Solution: https://www.loom.com/share/802c8c0b843a4d3bbd9dbea240c3593a
The goal of this homework is to create a simple training pipeline, use mlflow to track experiments and register best model, but use Mage for it.
We'll use the same NYC taxi dataset, the Yellow taxi data for March, 2023.
First, let's run Mage with Docker Compose. Follow the quick start guideline.
What's the version of Mage we run?
(You can see it in the UI)
Now let's create a new project. We can call it "homework_03", for example.
How many lines are in the created metadata.yaml
file?
- 35
- 45
- 55
- 65
Let's create an ingestion code block.
In this block, we will read the March 2023 Yellow taxi trips data.

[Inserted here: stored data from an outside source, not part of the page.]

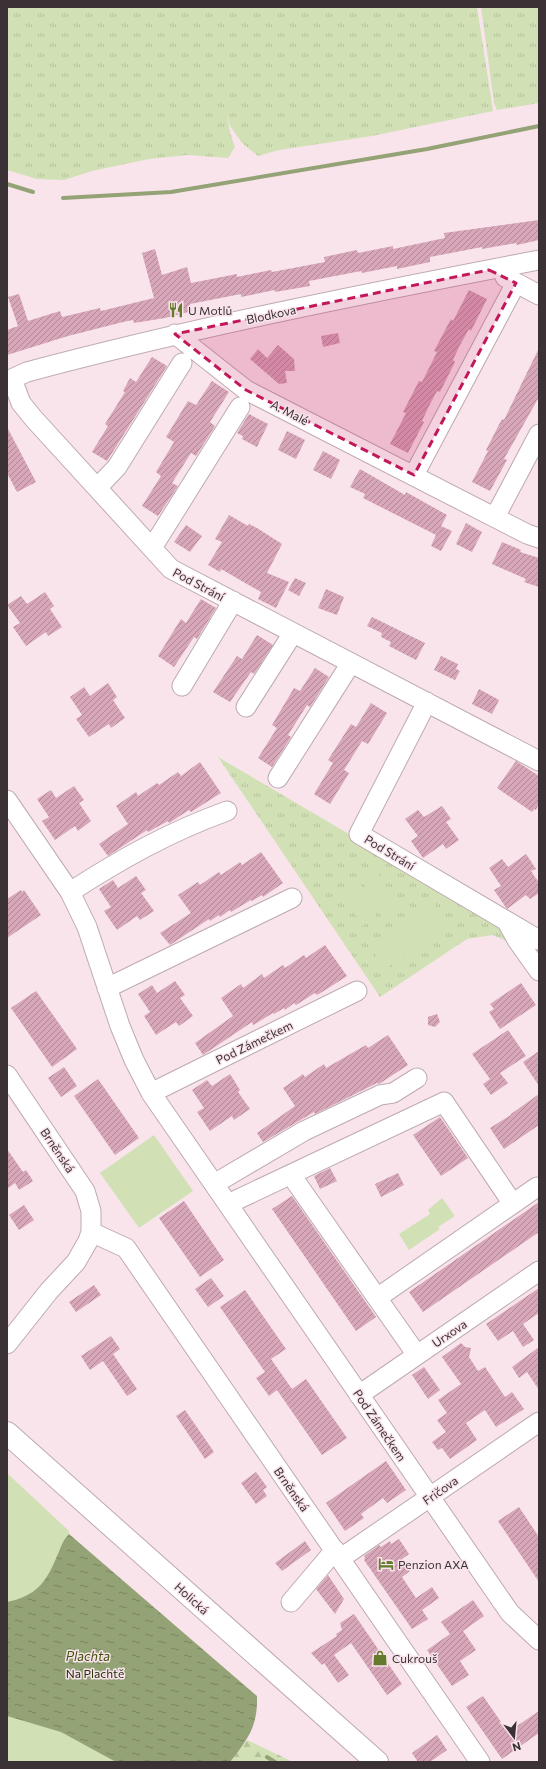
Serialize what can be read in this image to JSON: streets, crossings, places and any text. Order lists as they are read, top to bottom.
{
  "streets": {
    "main road": ["Holická"],
    "street": [
      "Blodkova",
      "A. Malé",
      "Pod Strání",
      "Pod Zámečkem",
      "Brněnská",
      "Urxova",
      "Fričova"
    ]
  },
  "crossings": [
    ["Blodkova", "A. Malé"],
    ["Blodkova", "Pod Strání"],
    ["Pod Zámečkem", "Urxova"],
    ["Pod Zámečkem", "Fričova"],
    ["Brněnská", "Fričova"]
  ],
  "water": ["Plachta"],
  "parks": ["Na Plachtě"],
  "places": {
    "restaurant": ["U Motlů"],
    "hotel": ["Penzion AXA"],
    "shop": ["Cukrouš"]
  },
  "north": "bottom"
}
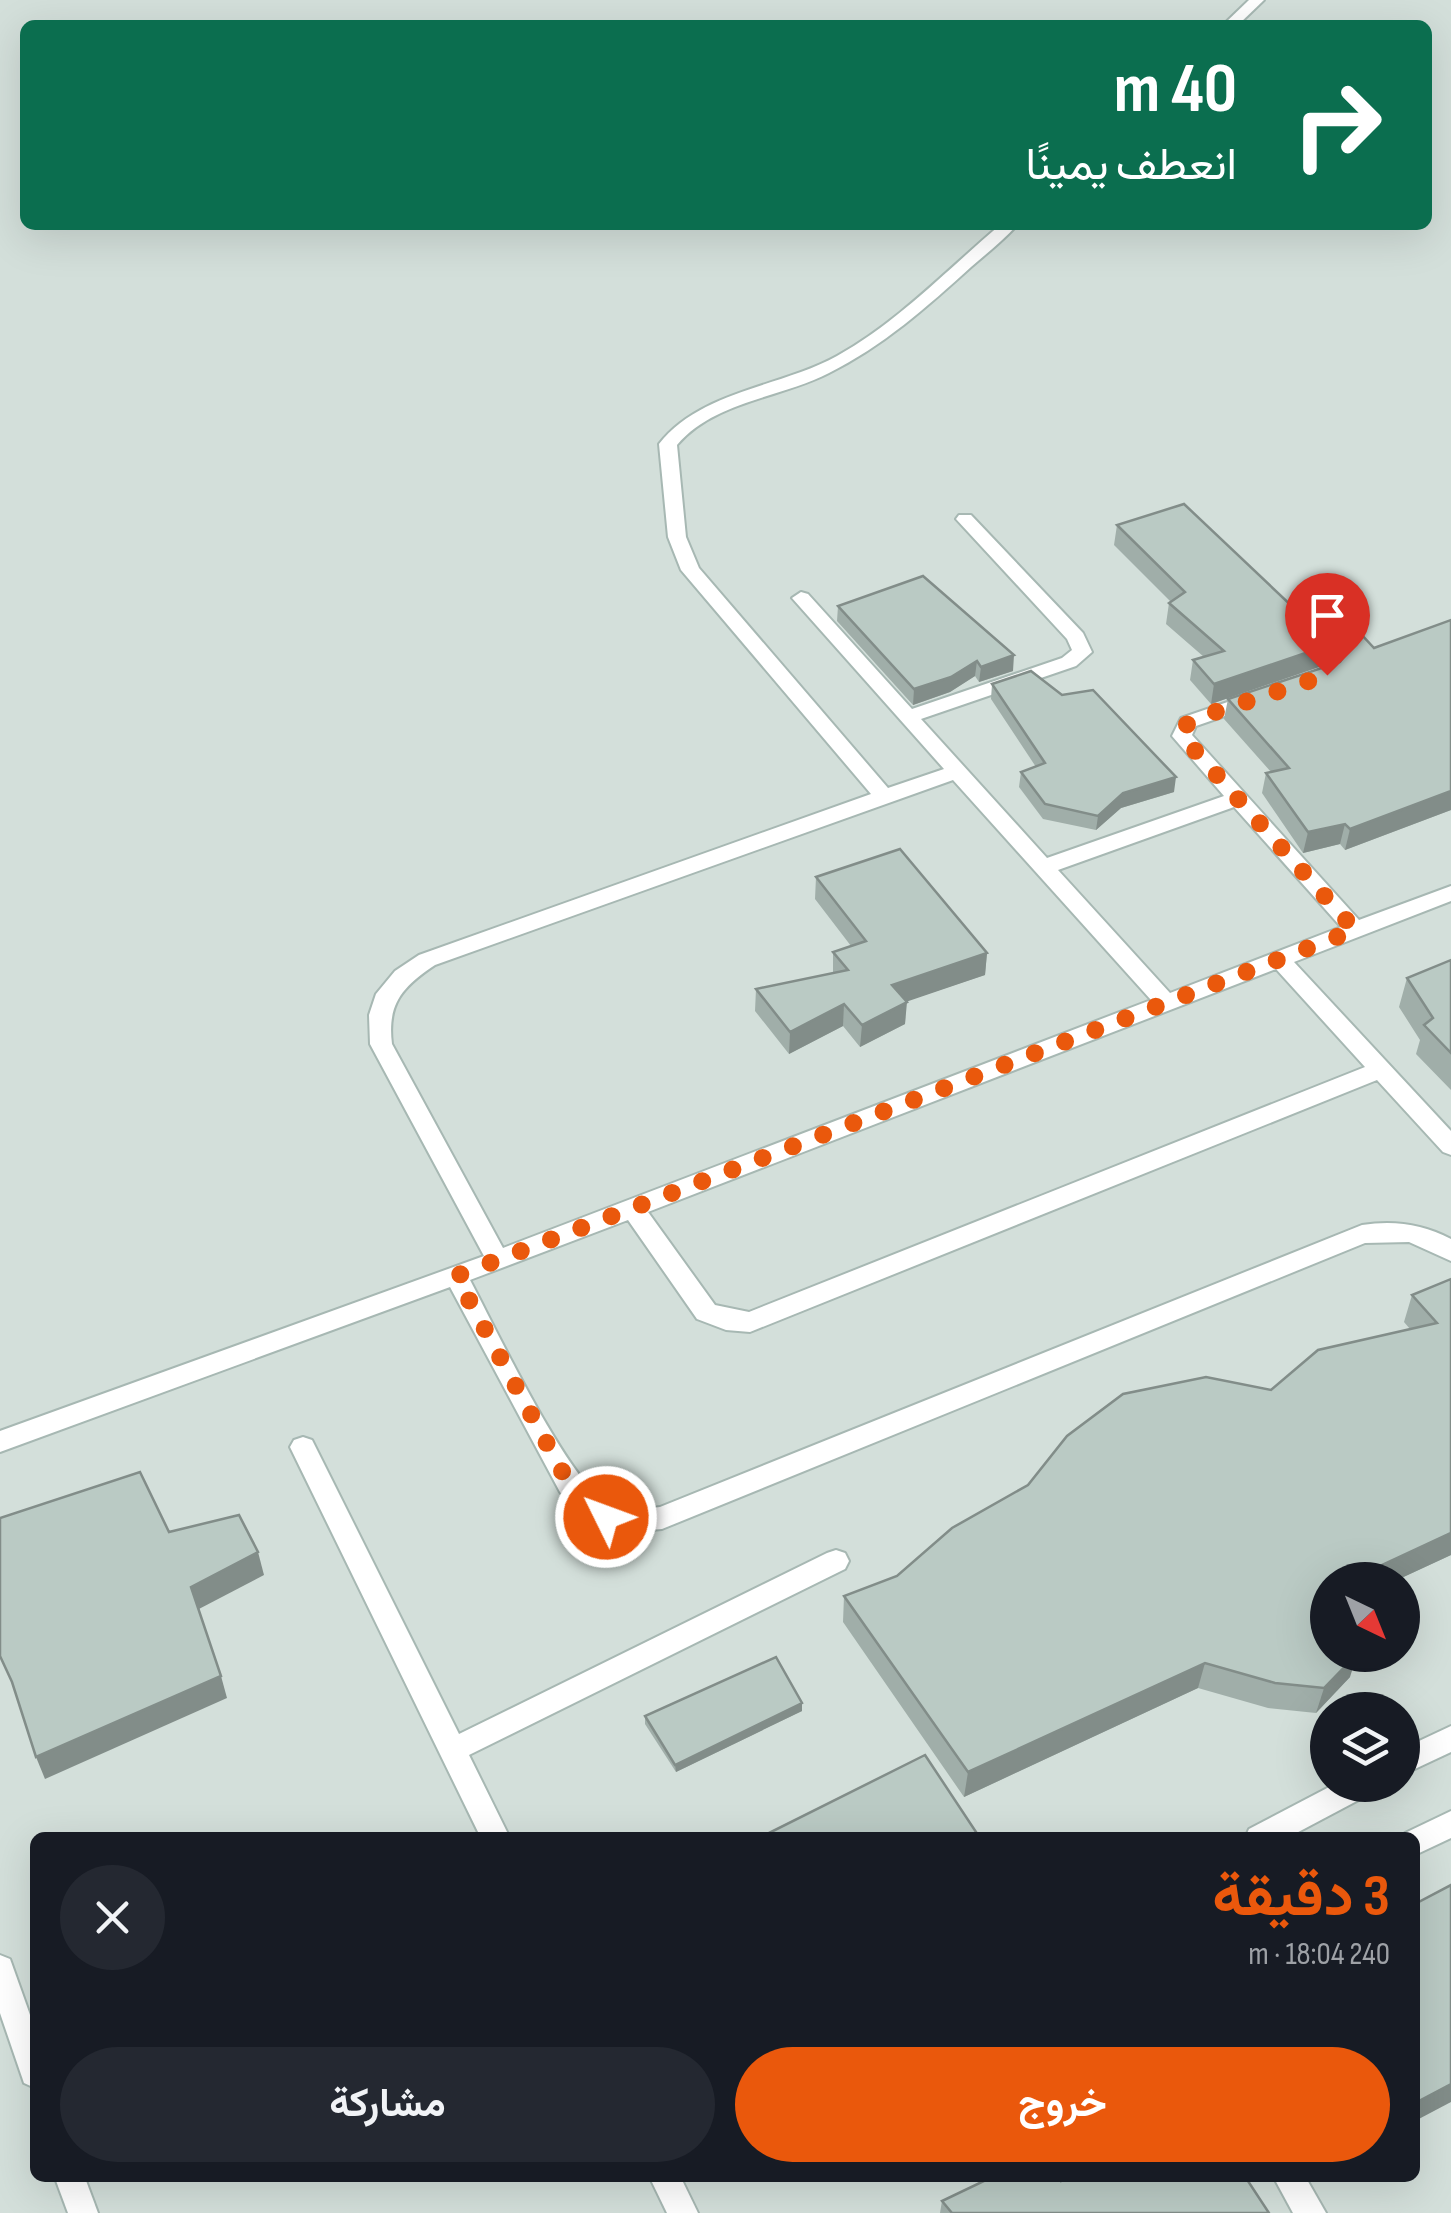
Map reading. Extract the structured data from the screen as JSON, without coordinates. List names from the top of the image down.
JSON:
{
  "north": "bottom right",
  "page": {
    "turn": ["40 m", "انعطف يمينًا"],
    "heading": ["3 دقيقة", "240 m · 18:04"],
    "buttons": ["خروج", "مشاركة"]
  }
}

How many records did we load?
- 3,003,766
- 3,203,766
- 3,403,766
- 3,603,766
Let's use the same logic for preparing the data we used previously. We will need to create a transformer code block and put this code there.
This is what we used (adjusted for yellow dataset):
def read_dataframe(filename):
df = pd.read_parquet(filename)
df.tpep_dropoff_datetime = pd.to_datetime(df.tpep_dropoff_datetime)
df.tpep_pickup_datetime = pd.to_datetime(df.tpep_pickup_datetime)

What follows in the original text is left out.